Your entire AWS infrastructure lives inside of one Amazon VPC You have an Infrastructure monitoring application running on an Amazon instance in Availability Zone (AZ) A of the region, and another application instance running in AZ B. The monitoring application needs to make use of ICMP ping to confirm network reachability of the instance hosting the application. Can you configure the security groups for these instances to only allow the ICMP ping to pass from the monitoring instance to the application instance and nothing else" If so how? A. No Two instances in two different AZ's can't talk directly to each other via ICMP ping as that protocol is not allowed across subnet (iebroadcast) boundaries B. Yes Both the monitoring instance and the application instance have to be a part of the same security group, and that security group needs to allow inbound ICMP C. Yes, The security group for the monitoring instance needs to allow outbound ICMP and the application instance's security group needs to allow Inbound ICMP D. Yes, Both the monitoring instance's security group and the application instance's security group need to allow both inbound and outbound ICMP ping packets since ICMP is not a connection-oriented protocol
Its #C #A is incorrect as instances in 2 different AZ within the same region can talk to each other #B, they need not be in the same security group. #D, as a security group is stateful you just need outbound in monitoring and inbound in monitored instance.

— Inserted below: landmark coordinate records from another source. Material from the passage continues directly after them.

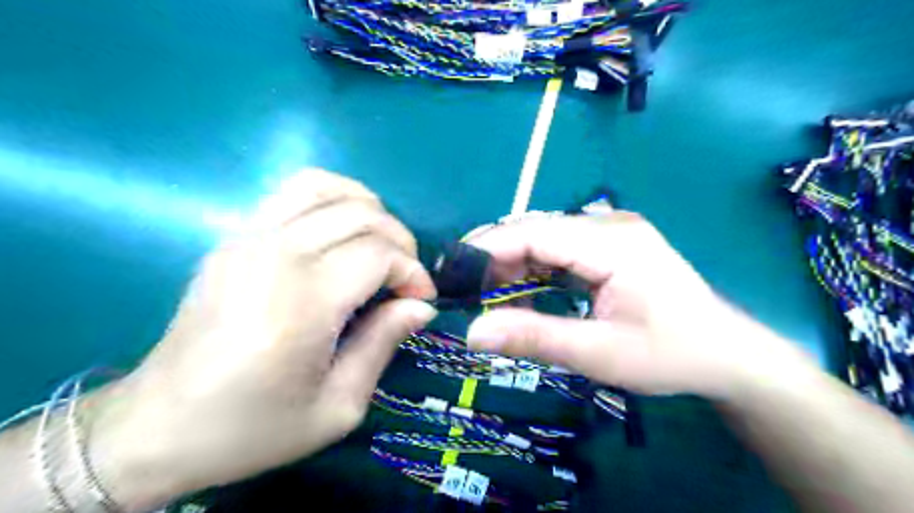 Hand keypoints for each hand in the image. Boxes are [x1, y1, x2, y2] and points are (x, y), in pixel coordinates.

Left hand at [87, 170, 437, 509]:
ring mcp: (247, 238)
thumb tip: (421, 306)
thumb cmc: (252, 427)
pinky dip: (331, 199)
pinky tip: (342, 231)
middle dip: (400, 242)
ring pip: (326, 188)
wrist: (156, 427)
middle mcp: (274, 256)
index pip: (378, 254)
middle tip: (405, 279)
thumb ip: (383, 344)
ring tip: (379, 245)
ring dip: (368, 209)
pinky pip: (292, 193)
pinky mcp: (233, 237)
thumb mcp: (336, 407)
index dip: (412, 273)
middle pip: (361, 215)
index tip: (421, 301)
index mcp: (301, 302)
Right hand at [465, 213, 806, 399]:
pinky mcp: (610, 245)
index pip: (535, 232)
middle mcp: (609, 225)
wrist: (728, 355)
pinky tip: (524, 294)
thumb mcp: (599, 354)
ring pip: (544, 239)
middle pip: (536, 231)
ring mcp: (611, 232)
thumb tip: (472, 333)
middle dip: (497, 259)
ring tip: (492, 299)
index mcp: (612, 243)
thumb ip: (535, 338)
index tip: (452, 272)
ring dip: (514, 267)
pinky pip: (559, 249)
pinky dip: (535, 271)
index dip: (489, 249)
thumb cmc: (670, 356)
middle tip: (468, 293)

If you wanted to block a certain IP range accessing the environment, what options could be considered?
NACL's or Security Groups. NACL's would be preferred due to the following: 1) Security groups do not have Deny rules (only the implicit deny) 2) NACL can do Deny rules Better to deny closer to the source and SG's are closer to instances.
If there are 2 instances, A and B, in the same VPC but different subnets and A can ping B, but B cannot ping A, what resources can be looked at as the potential problem and which resources can be ignored?
Route tables can be ignored as there is always a route entry allowing anything within the VPC CIDR to communicate with any other instance in the same CIDR. Security groups or NACLS could prevent this communication. For Security groups, if there were no changes made to the default settings, all outbound traffic is allowed.
True or False: When I create a new security group, all outbound traffic is allowed by default.
True
True or False: An Application Load Balancer must be deployed into at least two subnets.
True
True or False: By default, new subnets in a custom VPC can communicate with each other across Availability Zones.
True In a custom VPC with new subnets in each AZ, there is a Route that supports communication across all subnets/AZs. Plus a Default SG with an allow rule 'All traffic, All protocols, All ports, from anything using this Default SG'. Further information:
What does VPC stand for?
Virtual Private Cloud
Which of the following offers the largest range of internal IP addresses? a. /16 b. /24 c. /28 d. /20
a. The /16 offers 65,536 possible addresses.
By default, instances in new subnets in a custom VPC can communicate with each other across Availability Zones. a. False b. True
b (True) In a custom VPC with new subnets in each AZ, there is a Route that supports communication across all subnets/AZs. Plus a Default SG with an allow rule 'All traffic, All protocols, All ports, from anything using this Default SG'.